▶

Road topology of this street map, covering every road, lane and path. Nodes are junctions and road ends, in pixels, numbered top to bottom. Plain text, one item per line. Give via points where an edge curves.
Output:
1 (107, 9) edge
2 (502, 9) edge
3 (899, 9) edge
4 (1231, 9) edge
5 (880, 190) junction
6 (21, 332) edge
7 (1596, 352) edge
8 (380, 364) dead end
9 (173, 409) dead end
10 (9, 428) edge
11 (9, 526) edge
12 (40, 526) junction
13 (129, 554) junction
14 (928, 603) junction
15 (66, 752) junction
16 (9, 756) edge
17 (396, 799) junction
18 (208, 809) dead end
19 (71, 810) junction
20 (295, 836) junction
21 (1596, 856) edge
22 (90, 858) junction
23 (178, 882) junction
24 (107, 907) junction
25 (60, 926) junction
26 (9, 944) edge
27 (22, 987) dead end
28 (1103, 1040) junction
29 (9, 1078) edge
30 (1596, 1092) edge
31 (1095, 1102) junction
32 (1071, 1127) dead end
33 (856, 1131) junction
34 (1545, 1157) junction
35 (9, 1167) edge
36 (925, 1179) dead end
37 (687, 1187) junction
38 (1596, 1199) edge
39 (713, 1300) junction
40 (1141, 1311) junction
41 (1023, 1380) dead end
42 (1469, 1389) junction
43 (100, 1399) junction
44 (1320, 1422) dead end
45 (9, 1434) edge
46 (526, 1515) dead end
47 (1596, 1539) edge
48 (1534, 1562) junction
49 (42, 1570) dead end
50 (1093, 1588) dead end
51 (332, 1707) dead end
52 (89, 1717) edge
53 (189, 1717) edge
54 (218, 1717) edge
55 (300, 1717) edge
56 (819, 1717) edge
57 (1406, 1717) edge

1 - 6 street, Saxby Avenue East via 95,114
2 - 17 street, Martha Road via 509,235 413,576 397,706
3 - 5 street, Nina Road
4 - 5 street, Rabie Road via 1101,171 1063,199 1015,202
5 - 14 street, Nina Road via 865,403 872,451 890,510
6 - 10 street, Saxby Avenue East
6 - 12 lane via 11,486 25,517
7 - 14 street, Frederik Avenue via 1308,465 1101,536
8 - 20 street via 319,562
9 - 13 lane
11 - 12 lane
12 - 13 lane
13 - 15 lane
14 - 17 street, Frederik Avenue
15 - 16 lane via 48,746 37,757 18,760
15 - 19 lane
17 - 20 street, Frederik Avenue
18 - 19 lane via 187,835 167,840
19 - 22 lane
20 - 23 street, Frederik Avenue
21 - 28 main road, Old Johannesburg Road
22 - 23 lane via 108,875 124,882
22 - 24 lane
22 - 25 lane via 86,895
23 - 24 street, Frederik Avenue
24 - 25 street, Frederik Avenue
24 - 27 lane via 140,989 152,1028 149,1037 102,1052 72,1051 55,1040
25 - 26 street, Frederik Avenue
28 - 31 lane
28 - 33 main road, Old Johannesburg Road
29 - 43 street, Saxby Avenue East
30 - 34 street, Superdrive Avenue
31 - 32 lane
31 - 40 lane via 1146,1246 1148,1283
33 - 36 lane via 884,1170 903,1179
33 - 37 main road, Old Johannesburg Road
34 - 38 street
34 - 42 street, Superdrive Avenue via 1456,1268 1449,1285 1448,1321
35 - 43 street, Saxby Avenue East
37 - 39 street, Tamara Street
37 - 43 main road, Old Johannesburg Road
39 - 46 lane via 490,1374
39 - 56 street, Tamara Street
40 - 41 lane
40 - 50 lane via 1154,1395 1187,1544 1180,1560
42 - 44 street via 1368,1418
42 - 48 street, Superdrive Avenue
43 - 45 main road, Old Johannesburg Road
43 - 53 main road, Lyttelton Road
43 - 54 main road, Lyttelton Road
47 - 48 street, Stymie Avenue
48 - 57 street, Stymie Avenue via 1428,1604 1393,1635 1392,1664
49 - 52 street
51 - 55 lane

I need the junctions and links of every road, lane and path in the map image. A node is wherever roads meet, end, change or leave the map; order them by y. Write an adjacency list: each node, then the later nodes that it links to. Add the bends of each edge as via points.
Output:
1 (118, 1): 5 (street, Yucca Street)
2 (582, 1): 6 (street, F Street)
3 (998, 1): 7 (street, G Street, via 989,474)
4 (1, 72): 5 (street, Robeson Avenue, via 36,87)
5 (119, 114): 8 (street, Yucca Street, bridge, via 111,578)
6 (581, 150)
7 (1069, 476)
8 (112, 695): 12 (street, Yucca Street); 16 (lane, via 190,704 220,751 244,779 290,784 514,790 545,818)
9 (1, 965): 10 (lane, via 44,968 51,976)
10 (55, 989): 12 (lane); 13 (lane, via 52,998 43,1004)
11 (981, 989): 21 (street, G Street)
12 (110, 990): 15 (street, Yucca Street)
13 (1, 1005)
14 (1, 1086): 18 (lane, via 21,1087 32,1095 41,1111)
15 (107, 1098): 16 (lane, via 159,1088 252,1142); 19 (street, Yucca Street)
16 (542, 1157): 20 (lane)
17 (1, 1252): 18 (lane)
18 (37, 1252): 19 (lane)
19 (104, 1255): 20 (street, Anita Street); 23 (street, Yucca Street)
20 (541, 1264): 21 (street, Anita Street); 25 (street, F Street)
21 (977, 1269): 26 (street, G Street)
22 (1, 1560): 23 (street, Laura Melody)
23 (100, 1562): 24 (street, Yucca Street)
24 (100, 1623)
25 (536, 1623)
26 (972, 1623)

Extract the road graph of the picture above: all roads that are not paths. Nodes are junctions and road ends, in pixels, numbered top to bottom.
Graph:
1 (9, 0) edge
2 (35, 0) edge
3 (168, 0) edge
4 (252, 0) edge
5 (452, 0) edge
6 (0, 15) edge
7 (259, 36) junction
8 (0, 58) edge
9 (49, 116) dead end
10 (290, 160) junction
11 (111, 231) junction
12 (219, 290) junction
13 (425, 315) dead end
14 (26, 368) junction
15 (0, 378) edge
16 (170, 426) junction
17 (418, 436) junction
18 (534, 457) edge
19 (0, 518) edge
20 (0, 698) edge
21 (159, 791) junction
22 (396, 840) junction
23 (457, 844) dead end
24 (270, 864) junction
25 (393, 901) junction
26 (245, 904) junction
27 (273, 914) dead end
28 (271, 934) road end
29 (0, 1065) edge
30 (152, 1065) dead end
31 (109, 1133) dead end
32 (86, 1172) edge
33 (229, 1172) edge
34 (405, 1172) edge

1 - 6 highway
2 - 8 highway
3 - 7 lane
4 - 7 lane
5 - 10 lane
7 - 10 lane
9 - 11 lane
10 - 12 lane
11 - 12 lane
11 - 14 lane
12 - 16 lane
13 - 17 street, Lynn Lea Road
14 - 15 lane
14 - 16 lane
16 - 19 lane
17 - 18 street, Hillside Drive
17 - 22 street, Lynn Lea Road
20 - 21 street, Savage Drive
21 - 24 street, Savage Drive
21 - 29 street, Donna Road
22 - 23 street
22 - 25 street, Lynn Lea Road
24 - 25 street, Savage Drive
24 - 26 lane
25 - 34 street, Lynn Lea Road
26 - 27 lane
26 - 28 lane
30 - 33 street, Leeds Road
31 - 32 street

◀

> _PROBLEM STATEMENT_
Restate the material word for word, leaving nothing out.

> _RESPONSE BELOW_
Road topology of this street map, covering every road, lane and path. Nodes are junctions and road ends, in pixels, numbered top to bottom. Plain text, one item per line. Give via points where an edge curves.
Output:
1 (107, 9) edge
2 (502, 9) edge
3 (899, 9) edge
4 (1231, 9) edge
5 (880, 190) junction
6 (21, 332) edge
7 (1596, 352) edge
8 (380, 364) dead end
9 (173, 409) dead end
10 (9, 428) edge
11 (9, 526) edge
12 (40, 526) junction
13 (129, 554) junction
14 (928, 603) junction
15 (66, 752) junction
16 (9, 756) edge
17 (396, 799) junction
18 (208, 809) dead end
19 (71, 810) junction
20 (295, 836) junction
21 (1596, 856) edge
22 (90, 858) junction
23 (178, 882) junction
24 (107, 907) junction
25 (60, 926) junction
26 (9, 944) edge
27 (22, 987) dead end
28 (1103, 1040) junction
29 (9, 1078) edge
30 (1596, 1092) edge
31 (1095, 1102) junction
32 (1071, 1127) dead end
33 (856, 1131) junction
34 (1545, 1157) junction
35 (9, 1167) edge
36 (925, 1179) dead end
37 (687, 1187) junction
38 (1596, 1199) edge
39 (713, 1300) junction
40 (1141, 1311) junction
41 (1023, 1380) dead end
42 (1469, 1389) junction
43 (100, 1399) junction
44 (1320, 1422) dead end
45 (9, 1434) edge
46 (526, 1515) dead end
47 (1596, 1539) edge
48 (1534, 1562) junction
49 (42, 1570) dead end
50 (1093, 1588) dead end
51 (332, 1707) dead end
52 (89, 1717) edge
53 (189, 1717) edge
54 (218, 1717) edge
55 (300, 1717) edge
56 (819, 1717) edge
57 (1406, 1717) edge

1 - 6 street, Saxby Avenue East via 95,114
2 - 17 street, Martha Road via 509,235 413,576 397,706
3 - 5 street, Nina Road
4 - 5 street, Rabie Road via 1101,171 1063,199 1015,202
5 - 14 street, Nina Road via 865,403 872,451 890,510
6 - 10 street, Saxby Avenue East
6 - 12 lane via 11,486 25,517
7 - 14 street, Frederik Avenue via 1308,465 1101,536
8 - 20 street via 319,562
9 - 13 lane
11 - 12 lane
12 - 13 lane
13 - 15 lane
14 - 17 street, Frederik Avenue
15 - 16 lane via 48,746 37,757 18,760
15 - 19 lane
17 - 20 street, Frederik Avenue
18 - 19 lane via 187,835 167,840
19 - 22 lane
20 - 23 street, Frederik Avenue
21 - 28 main road, Old Johannesburg Road
22 - 23 lane via 108,875 124,882
22 - 24 lane
22 - 25 lane via 86,895
23 - 24 street, Frederik Avenue
24 - 25 street, Frederik Avenue
24 - 27 lane via 140,989 152,1028 149,1037 102,1052 72,1051 55,1040
25 - 26 street, Frederik Avenue
28 - 31 lane
28 - 33 main road, Old Johannesburg Road
29 - 43 street, Saxby Avenue East
30 - 34 street, Superdrive Avenue
31 - 32 lane
31 - 40 lane via 1146,1246 1148,1283
33 - 36 lane via 884,1170 903,1179
33 - 37 main road, Old Johannesburg Road
34 - 38 street
34 - 42 street, Superdrive Avenue via 1456,1268 1449,1285 1448,1321
35 - 43 street, Saxby Avenue East
37 - 39 street, Tamara Street
37 - 43 main road, Old Johannesburg Road
39 - 46 lane via 490,1374
39 - 56 street, Tamara Street
40 - 41 lane
40 - 50 lane via 1154,1395 1187,1544 1180,1560
42 - 44 street via 1368,1418
42 - 48 street, Superdrive Avenue
43 - 45 main road, Old Johannesburg Road
43 - 53 main road, Lyttelton Road
43 - 54 main road, Lyttelton Road
47 - 48 street, Stymie Avenue
48 - 57 street, Stymie Avenue via 1428,1604 1393,1635 1392,1664
49 - 52 street
51 - 55 lane

I need the junctions and links of every road, lane and path in the map image. A node is wherever roads meet, end, change or leave the map; order them by y. Write an adjacency list: each node, then the later nodes that it links to. Add the bends of each edge as via points.
Output:
1 (118, 1): 5 (street, Yucca Street)
2 (582, 1): 6 (street, F Street)
3 (998, 1): 7 (street, G Street, via 989,474)
4 (1, 72): 5 (street, Robeson Avenue, via 36,87)
5 (119, 114): 8 (street, Yucca Street, bridge, via 111,578)
6 (581, 150)
7 (1069, 476)
8 (112, 695): 12 (street, Yucca Street); 16 (lane, via 190,704 220,751 244,779 290,784 514,790 545,818)
9 (1, 965): 10 (lane, via 44,968 51,976)
10 (55, 989): 12 (lane); 13 (lane, via 52,998 43,1004)
11 (981, 989): 21 (street, G Street)
12 (110, 990): 15 (street, Yucca Street)
13 (1, 1005)
14 (1, 1086): 18 (lane, via 21,1087 32,1095 41,1111)
15 (107, 1098): 16 (lane, via 159,1088 252,1142); 19 (street, Yucca Street)
16 (542, 1157): 20 (lane)
17 (1, 1252): 18 (lane)
18 (37, 1252): 19 (lane)
19 (104, 1255): 20 (street, Anita Street); 23 (street, Yucca Street)
20 (541, 1264): 21 (street, Anita Street); 25 (street, F Street)
21 (977, 1269): 26 (street, G Street)
22 (1, 1560): 23 (street, Laura Melody)
23 (100, 1562): 24 (street, Yucca Street)
24 (100, 1623)
25 (536, 1623)
26 (972, 1623)

Extract the road graph of the picture above: all roads that are not paths. Nodes are junctions and road ends, in pixels, numbered top to bottom.
Graph:
1 (9, 0) edge
2 (35, 0) edge
3 (168, 0) edge
4 (252, 0) edge
5 (452, 0) edge
6 (0, 15) edge
7 (259, 36) junction
8 (0, 58) edge
9 (49, 116) dead end
10 (290, 160) junction
11 (111, 231) junction
12 (219, 290) junction
13 (425, 315) dead end
14 (26, 368) junction
15 (0, 378) edge
16 (170, 426) junction
17 (418, 436) junction
18 (534, 457) edge
19 (0, 518) edge
20 (0, 698) edge
21 (159, 791) junction
22 (396, 840) junction
23 (457, 844) dead end
24 (270, 864) junction
25 (393, 901) junction
26 (245, 904) junction
27 (273, 914) dead end
28 (271, 934) road end
29 (0, 1065) edge
30 (152, 1065) dead end
31 (109, 1133) dead end
32 (86, 1172) edge
33 (229, 1172) edge
34 (405, 1172) edge

1 - 6 highway
2 - 8 highway
3 - 7 lane
4 - 7 lane
5 - 10 lane
7 - 10 lane
9 - 11 lane
10 - 12 lane
11 - 12 lane
11 - 14 lane
12 - 16 lane
13 - 17 street, Lynn Lea Road
14 - 15 lane
14 - 16 lane
16 - 19 lane
17 - 18 street, Hillside Drive
17 - 22 street, Lynn Lea Road
20 - 21 street, Savage Drive
21 - 24 street, Savage Drive
21 - 29 street, Donna Road
22 - 23 street
22 - 25 street, Lynn Lea Road
24 - 25 street, Savage Drive
24 - 26 lane
25 - 34 street, Lynn Lea Road
26 - 27 lane
26 - 28 lane
30 - 33 street, Leeds Road
31 - 32 street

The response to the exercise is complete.